Mirage: Transmitting a Video as a Perceptual Illusion for 50,000X Speedup
Junjie Wu, Tianrui Li, Yi Zhang, Ziyuan Yang
TL;DR
This work rethinks video transmission by discarding pixel-level data in favor of compact semantic cues that drive receiver-side generative synthesis. Mirage splits video into temporal captions and spatial keyframes, transmits these via a semantic communication channel, and reconstructs video with a diffusion-based generator guided by personalized prompts and anchors. The approach achieves massive data and latency reductions (up to $5.18\times 10^4$ data-speedup in reported scenarios) while preserving semantic consistency, enabling privacy-preserving and customizable video delivery. By integrating sender/network/receiver personalization with end-to-end semantic representations and generation, Mirage offers a scalable path toward efficient, privacy-respecting video transmission in future networks.
Abstract
The existing communication framework mainly aims at accurate reconstruction of source signals to ensure reliable transmission. However, this signal-level fidelity-oriented design often incurs high communication overhead and system complexity, particularly in video communication scenarios where mainstream frameworks rely on transmitting visual data itself, resulting in significant bandwidth consumption. To address this issue, we propose a visual data-free communication framework, Mirage, for extremely efficient video transmission while preserving semantic information. Mirage decomposes video content into two complementary components: temporal sequence information capturing motion dynamics and spatial appearance representations describing overall visual structure. Temporal information is preserved through video captioning, while key frames are encoded into compact semantic representations for spatial appearance.
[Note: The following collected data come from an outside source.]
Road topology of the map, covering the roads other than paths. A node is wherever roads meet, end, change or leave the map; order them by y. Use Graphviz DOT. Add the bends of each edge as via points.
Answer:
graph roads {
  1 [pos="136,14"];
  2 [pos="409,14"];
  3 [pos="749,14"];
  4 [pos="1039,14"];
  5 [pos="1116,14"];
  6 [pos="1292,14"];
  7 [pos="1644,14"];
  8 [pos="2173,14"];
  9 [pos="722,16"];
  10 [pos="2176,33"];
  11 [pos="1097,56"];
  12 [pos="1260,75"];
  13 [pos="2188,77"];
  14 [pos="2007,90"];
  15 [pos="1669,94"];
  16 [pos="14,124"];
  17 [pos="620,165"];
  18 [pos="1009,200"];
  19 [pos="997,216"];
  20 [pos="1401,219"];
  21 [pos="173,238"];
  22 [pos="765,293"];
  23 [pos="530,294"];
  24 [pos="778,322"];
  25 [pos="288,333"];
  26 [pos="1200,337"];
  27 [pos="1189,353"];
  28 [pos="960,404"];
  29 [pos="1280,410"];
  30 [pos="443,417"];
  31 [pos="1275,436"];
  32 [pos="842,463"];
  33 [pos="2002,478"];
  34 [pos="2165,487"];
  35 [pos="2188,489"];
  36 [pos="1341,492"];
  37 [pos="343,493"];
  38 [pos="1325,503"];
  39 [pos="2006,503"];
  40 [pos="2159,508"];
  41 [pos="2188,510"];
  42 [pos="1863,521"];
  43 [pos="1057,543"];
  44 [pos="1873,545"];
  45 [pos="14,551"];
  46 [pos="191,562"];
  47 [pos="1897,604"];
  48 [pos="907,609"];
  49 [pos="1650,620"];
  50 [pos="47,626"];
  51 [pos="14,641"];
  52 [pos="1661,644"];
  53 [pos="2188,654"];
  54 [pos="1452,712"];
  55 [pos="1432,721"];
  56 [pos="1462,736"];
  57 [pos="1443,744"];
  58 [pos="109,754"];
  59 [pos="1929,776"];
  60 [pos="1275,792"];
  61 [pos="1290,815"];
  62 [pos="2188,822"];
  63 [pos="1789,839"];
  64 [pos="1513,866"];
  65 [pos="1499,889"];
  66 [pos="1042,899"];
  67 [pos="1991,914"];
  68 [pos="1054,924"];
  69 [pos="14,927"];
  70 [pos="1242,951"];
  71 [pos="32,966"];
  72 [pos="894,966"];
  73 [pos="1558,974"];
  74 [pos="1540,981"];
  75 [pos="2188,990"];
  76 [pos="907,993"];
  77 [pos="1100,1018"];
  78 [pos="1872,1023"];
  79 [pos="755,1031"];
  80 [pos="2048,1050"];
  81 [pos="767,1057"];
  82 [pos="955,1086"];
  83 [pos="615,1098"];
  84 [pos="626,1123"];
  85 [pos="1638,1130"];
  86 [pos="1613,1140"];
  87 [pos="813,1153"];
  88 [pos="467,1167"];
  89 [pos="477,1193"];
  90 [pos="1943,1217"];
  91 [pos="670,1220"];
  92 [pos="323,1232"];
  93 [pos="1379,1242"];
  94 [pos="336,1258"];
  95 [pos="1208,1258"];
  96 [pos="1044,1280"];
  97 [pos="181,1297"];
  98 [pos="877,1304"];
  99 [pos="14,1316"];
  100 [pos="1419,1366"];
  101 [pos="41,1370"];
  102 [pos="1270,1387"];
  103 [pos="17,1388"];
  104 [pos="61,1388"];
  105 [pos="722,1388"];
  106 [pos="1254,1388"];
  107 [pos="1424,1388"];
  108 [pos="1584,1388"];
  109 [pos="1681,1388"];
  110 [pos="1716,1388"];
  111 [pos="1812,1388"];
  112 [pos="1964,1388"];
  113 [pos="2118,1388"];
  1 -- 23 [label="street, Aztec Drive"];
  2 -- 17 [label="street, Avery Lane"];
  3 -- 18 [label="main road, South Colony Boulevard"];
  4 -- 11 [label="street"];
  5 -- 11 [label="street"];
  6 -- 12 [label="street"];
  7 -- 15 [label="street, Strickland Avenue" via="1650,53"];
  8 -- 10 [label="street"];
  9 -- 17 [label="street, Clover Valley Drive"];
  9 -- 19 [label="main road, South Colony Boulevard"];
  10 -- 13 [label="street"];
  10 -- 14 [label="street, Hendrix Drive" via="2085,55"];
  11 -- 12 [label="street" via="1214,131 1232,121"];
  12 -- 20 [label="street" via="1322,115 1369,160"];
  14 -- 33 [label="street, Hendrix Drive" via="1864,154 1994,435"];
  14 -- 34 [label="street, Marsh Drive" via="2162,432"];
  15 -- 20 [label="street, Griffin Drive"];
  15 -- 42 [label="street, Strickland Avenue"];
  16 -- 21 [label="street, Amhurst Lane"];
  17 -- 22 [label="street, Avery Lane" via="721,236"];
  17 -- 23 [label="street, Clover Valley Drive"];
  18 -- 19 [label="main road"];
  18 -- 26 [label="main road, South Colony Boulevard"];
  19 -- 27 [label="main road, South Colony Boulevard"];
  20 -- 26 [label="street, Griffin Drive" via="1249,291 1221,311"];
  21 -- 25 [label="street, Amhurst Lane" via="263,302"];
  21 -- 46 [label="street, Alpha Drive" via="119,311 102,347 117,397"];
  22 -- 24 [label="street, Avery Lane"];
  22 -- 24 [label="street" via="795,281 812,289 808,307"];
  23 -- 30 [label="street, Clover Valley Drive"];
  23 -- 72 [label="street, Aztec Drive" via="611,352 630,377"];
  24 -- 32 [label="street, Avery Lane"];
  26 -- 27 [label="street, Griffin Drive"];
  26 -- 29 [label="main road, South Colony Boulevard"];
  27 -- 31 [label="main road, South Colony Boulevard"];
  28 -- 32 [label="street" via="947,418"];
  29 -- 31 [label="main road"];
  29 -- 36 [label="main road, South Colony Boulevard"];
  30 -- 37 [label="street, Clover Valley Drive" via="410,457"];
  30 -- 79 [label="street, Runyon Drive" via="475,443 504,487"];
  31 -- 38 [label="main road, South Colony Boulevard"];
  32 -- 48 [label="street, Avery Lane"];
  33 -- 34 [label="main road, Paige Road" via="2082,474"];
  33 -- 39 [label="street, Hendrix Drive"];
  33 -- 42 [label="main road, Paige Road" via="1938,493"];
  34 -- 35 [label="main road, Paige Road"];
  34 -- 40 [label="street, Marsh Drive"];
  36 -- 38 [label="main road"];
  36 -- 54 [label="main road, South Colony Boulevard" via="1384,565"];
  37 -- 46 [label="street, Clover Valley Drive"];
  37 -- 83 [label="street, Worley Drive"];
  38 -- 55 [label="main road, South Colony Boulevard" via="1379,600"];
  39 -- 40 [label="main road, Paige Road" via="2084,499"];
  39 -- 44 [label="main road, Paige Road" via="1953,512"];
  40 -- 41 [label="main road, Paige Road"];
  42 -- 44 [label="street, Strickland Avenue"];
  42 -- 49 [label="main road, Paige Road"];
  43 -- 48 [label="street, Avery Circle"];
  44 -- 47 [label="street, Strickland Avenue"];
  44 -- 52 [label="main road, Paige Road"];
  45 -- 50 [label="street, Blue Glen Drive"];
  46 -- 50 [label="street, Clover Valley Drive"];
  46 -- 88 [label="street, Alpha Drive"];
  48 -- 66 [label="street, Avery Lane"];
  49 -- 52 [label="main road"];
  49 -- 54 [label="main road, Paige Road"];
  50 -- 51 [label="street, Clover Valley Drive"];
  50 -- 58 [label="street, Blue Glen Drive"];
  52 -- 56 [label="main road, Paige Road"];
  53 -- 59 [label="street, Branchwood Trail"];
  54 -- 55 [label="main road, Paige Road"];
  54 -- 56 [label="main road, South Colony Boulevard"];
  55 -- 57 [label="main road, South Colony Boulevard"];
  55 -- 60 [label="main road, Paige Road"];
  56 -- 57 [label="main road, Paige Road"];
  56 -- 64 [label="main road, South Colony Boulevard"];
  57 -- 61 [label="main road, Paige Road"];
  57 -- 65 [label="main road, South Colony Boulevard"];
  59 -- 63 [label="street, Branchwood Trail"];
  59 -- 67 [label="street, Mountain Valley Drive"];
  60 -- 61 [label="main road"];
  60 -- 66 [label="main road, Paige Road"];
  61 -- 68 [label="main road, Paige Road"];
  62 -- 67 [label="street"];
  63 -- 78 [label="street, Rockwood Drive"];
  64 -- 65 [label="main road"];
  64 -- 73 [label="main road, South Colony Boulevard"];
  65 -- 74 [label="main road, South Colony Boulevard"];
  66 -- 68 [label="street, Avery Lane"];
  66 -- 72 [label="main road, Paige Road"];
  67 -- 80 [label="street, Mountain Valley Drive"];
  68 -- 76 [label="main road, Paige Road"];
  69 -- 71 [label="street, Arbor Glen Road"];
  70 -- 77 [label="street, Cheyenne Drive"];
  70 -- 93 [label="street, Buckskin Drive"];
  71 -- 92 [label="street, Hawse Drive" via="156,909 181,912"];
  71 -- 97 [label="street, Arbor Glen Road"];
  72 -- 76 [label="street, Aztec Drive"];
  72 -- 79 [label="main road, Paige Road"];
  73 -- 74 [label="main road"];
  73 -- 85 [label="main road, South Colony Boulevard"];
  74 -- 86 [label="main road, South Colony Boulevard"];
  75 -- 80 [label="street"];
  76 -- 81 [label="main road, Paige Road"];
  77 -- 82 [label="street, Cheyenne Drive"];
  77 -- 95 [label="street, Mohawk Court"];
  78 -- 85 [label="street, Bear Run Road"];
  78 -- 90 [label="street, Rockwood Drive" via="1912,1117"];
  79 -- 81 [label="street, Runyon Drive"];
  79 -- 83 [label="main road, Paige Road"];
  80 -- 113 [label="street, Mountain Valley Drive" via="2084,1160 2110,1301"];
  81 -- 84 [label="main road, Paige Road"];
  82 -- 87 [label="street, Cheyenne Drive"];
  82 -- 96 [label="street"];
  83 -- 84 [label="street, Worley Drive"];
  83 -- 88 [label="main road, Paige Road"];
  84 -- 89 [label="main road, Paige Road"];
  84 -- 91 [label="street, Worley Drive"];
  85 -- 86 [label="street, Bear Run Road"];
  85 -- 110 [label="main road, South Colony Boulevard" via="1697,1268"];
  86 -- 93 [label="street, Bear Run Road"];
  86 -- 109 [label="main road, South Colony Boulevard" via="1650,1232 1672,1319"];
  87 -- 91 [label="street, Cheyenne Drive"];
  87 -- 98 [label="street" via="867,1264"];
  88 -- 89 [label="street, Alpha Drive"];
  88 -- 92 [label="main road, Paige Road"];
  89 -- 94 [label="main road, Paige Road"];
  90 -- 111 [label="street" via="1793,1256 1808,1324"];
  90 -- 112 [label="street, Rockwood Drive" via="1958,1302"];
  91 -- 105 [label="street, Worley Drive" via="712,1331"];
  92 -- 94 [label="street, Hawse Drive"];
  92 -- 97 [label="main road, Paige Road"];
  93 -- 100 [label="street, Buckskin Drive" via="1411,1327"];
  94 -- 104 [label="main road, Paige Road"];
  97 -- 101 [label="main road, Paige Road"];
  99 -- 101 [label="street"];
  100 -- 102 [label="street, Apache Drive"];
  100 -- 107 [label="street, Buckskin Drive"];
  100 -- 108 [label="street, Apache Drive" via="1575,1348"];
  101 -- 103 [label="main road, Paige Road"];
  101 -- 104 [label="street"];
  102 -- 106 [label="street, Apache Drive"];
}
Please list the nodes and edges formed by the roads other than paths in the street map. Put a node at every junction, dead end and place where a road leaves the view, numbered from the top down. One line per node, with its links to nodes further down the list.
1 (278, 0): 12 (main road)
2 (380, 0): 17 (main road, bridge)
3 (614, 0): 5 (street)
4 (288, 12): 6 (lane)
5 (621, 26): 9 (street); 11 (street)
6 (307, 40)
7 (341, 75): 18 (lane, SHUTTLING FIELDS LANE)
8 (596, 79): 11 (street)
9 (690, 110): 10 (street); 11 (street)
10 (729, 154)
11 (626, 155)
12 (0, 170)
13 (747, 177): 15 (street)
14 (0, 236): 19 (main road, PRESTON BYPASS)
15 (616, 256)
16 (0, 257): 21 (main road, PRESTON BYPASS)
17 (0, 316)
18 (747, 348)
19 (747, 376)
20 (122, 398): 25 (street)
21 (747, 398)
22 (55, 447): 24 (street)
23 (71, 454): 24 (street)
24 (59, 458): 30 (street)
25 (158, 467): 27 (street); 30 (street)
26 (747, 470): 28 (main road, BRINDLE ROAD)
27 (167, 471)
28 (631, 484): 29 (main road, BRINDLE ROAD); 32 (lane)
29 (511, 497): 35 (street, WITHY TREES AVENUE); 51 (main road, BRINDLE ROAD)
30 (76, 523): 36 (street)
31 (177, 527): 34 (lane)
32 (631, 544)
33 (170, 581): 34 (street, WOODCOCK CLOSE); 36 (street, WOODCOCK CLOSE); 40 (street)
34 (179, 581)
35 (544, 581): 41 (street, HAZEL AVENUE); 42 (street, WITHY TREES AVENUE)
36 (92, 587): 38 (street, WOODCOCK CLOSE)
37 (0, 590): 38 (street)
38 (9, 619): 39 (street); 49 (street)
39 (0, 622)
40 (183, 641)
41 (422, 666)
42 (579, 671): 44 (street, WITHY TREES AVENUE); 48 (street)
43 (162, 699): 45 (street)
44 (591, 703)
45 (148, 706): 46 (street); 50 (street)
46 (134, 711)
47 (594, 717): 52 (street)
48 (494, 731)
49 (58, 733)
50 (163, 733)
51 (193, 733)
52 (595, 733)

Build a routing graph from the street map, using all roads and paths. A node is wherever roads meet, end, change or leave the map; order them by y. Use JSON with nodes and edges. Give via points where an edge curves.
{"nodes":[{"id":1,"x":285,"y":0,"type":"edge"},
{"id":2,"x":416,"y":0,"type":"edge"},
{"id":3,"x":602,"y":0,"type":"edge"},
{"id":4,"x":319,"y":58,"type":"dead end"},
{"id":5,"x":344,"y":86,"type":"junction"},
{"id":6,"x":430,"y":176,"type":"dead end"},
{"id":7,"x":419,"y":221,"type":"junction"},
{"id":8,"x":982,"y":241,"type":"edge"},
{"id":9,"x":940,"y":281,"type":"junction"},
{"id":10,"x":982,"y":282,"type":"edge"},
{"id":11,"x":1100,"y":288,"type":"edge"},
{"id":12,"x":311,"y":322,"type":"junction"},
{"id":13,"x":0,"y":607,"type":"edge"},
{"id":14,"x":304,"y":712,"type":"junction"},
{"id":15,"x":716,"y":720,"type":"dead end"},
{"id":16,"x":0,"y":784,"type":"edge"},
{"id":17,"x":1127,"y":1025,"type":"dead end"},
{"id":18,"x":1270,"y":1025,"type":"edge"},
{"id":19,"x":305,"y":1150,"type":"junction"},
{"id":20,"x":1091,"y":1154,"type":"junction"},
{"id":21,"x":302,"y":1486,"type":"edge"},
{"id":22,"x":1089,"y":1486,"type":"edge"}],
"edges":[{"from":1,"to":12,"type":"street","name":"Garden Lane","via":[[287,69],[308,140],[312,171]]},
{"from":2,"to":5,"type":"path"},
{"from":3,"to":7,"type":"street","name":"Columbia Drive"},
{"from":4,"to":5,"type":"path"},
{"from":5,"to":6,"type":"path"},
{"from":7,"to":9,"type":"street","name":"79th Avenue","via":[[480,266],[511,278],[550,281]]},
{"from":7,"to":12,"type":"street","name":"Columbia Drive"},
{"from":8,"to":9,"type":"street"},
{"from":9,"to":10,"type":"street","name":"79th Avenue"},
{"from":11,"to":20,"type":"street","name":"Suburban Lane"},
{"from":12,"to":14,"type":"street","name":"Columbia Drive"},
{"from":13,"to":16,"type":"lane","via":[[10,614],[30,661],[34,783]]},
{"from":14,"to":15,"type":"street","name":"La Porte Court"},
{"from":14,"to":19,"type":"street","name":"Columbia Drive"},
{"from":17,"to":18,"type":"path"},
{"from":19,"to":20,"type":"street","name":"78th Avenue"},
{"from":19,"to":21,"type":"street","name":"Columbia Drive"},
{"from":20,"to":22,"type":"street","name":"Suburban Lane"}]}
These representations are transmitted to the receiver, where videos are synthesized using generative video models. Since no raw visual data is transmitted, Mirage is inherently privacy-preserving. Mirage also supports personalized adaptation across deployment scenarios. The sender, network, and receiver can independently impose constraints on semantic representation, transmission, and generation, enabling flexible trade-offs between efficiency, privacy, control, and perceptual quality. Experimental results in video transmission demonstrate that Mirage achieves up to a 50000X data-level compression speedup over raw video transmission, with gains expected to scale with larger video content sizes.